Sunday, 10 April 2011

Using a fabric dye for hand wash

I recently Dye my daughters hat using a fabric dye for hand use and it turned out great! It was a lovely hat made of cotton and a polyester lining, the outer shell which is cotton has totally absorb all the color, but sad to say the polyester lining was not that great. Anyway, if you want to dye a piece of cloth using a fabric dye for hand use it is best to know that there are some fabric that are not suitable to dye and these are fabric that are pure polyester, acrylic, nylon, and fabric that has special finishes. A fabric hand dye for hand use is usually suitable for cotton, linen and viscose, wool and silk and here is the direction of how to use it.

• You will need a 250g of salt and a rubber gloves.

• Weigh dry fabric to check that you have sufficient dye. Wash thoroughly, even if new, to remove stains or dressings which may not be visible to the eye. Leave damp.

• Wearing rubber gloves, empty full contents of pack into 500ml of warm water.

• Fill bowl/stainless steel sink with approx. 6 litres of warm water (40 degrees c).

• Stir in 250g (5tbsp) of salt. Add dye and stir well.

• Submerge fabric in water

• Stir for 15mins. Then stir regularly for 45mins

• Rinse fabric in cold water. Wash in warm water and dry away from direct heat and sunlight.

• Wash separately for first few washes to remove any excess dye.

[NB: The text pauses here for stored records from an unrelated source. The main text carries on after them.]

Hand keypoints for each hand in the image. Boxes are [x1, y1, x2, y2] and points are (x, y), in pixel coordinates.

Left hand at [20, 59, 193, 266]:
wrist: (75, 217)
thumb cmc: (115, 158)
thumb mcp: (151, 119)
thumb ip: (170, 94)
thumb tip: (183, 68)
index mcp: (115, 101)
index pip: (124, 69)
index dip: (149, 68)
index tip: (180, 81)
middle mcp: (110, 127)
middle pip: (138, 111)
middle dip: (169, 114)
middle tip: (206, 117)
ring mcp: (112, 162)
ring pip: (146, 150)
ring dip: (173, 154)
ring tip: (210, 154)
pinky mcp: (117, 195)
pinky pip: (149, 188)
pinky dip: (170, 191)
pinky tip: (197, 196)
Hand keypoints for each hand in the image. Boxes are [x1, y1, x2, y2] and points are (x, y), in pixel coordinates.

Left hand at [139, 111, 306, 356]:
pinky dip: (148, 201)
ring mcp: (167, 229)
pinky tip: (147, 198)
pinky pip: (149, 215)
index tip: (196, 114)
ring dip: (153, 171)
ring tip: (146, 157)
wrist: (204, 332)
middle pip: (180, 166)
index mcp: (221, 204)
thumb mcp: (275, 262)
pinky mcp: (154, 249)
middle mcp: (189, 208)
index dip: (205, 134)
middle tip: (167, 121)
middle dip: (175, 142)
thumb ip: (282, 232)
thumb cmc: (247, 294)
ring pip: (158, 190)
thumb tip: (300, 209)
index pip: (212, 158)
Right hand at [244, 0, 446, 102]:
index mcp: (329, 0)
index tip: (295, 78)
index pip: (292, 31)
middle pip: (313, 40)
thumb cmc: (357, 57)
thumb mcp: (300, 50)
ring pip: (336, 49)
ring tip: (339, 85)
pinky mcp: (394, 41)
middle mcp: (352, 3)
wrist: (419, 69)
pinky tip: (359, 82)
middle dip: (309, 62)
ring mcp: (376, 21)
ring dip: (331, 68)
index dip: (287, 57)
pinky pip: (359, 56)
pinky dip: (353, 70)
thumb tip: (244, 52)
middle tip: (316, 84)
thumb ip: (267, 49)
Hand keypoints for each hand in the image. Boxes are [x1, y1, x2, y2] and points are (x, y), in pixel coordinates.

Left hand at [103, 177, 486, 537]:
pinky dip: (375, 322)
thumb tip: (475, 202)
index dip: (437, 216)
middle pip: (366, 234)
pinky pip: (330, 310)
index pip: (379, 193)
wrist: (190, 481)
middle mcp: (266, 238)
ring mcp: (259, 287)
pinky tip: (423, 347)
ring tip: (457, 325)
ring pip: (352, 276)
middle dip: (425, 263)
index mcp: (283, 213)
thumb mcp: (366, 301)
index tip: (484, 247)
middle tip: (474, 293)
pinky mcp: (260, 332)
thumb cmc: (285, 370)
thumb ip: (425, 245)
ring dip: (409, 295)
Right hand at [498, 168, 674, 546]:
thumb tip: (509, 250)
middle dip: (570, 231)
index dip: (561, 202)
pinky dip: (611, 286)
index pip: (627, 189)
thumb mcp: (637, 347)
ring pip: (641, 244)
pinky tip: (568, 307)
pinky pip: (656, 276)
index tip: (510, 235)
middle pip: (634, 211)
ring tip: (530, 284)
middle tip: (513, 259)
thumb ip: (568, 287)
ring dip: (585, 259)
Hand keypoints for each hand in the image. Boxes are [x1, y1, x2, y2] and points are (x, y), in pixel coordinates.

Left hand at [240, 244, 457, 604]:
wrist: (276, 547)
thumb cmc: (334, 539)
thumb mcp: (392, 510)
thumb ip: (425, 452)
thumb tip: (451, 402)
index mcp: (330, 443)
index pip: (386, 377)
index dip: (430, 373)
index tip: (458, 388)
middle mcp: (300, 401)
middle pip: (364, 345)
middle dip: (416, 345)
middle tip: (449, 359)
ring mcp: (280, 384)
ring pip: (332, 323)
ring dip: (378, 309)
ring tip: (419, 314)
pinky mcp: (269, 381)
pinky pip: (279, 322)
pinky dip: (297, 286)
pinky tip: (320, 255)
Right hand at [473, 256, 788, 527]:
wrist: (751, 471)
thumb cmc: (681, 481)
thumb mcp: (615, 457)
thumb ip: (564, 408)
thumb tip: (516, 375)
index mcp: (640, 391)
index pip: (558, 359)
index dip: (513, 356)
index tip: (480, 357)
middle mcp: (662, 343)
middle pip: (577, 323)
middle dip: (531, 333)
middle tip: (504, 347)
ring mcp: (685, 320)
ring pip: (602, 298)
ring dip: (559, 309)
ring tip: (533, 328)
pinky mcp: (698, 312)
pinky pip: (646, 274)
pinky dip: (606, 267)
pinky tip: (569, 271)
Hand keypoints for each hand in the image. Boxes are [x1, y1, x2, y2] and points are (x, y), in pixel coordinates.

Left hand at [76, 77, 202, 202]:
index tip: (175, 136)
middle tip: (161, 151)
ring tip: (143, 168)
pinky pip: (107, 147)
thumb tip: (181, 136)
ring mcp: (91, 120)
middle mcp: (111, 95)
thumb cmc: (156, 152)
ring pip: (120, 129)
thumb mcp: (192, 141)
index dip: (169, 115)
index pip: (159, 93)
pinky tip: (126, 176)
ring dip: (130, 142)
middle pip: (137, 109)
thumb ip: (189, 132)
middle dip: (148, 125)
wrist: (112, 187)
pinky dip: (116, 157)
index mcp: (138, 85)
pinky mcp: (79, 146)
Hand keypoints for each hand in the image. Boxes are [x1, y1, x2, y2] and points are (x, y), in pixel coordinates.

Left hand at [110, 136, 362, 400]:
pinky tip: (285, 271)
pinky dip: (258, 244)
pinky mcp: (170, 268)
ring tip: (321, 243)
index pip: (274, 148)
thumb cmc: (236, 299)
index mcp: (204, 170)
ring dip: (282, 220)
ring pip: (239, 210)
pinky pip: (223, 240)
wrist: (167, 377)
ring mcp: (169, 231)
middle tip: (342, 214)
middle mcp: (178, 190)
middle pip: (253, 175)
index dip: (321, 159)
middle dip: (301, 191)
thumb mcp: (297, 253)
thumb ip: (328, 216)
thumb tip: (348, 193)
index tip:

• Then hang it and leave it to dry.

Note that one pack will dye up to 250g of dry weight fabric (e.g. shirt) to full shade or larger amounts to a lighter shade.

Sunday, 3 April 2011

Taking burns off a pan

Getting rid of burn’s in a pan is a bit of a hustle, and you could even spend lots and lots of hours scrubbing them which would sometimes leave a lot of scratches on your pan. There is actually a good solution for that, try using cheap cola, put your burnt pan in a cooker and pour a cola just enough to cover the burn part, it usually takes about two minutes, but depending on the burn, then the acid in the cola will lift off the burnt stuff. After that you can then easily wash it and rinse with water.

Saturday, 2 April 2011

To clean a LCD monitor

These are the things you need in cleaning your LCD TV or computer monitor:
• White vinegar
• Distilled water
• 100% pure Cotton cloth

Instructions:
You will not need much of it to clean 1 monitor, so in a small container put a quarter of vinegar and a quarter of distilled water and mix them together. If you do not have distilled water, you can use some ice from the refrigerator and heat it in a pan to make distilled water out of it. Once you’ve mix them together, get a piece of cloth- a pure cotton cloth, and put a little amount of the mixed vinegar and distilled water on it, just enough to make a damp of the cloth. Then wipe it on your LCD TV or LCD monitor. I have been using this procedure for a year now and it does a very good job in cleaning my LDC monitor and best of all, it does not leave any traces of water or dust mark on the monitor.

Friday, 1 April 2011

How to take a gum off kids hair

I know many kids and teenagers have already been in this sticky situation and what parents do, is just snip it out, well I guess it is OK to snip it out if the gum is sticks on the end part of the hair, but what if it sticks near the root of the hair? Well, there are some solutions you can do to get the gum off the hair. Try using a peanut butter, all you do is put peanut butter on the area around where the gum got stuck, then rub it into your hair and around the gum, then you will see the gum crumble as you rub it. Use your finger to tug gently at it until it comes out, and lastly use a fine tooth comb to get the last bits off. Now if you don’t like the smell of the peanut butter on your hair, you can also use coconut or almond oil, baby oil, or sun block. If you don’t have this stuff, you can also use a mayo or butter and use the same procedure.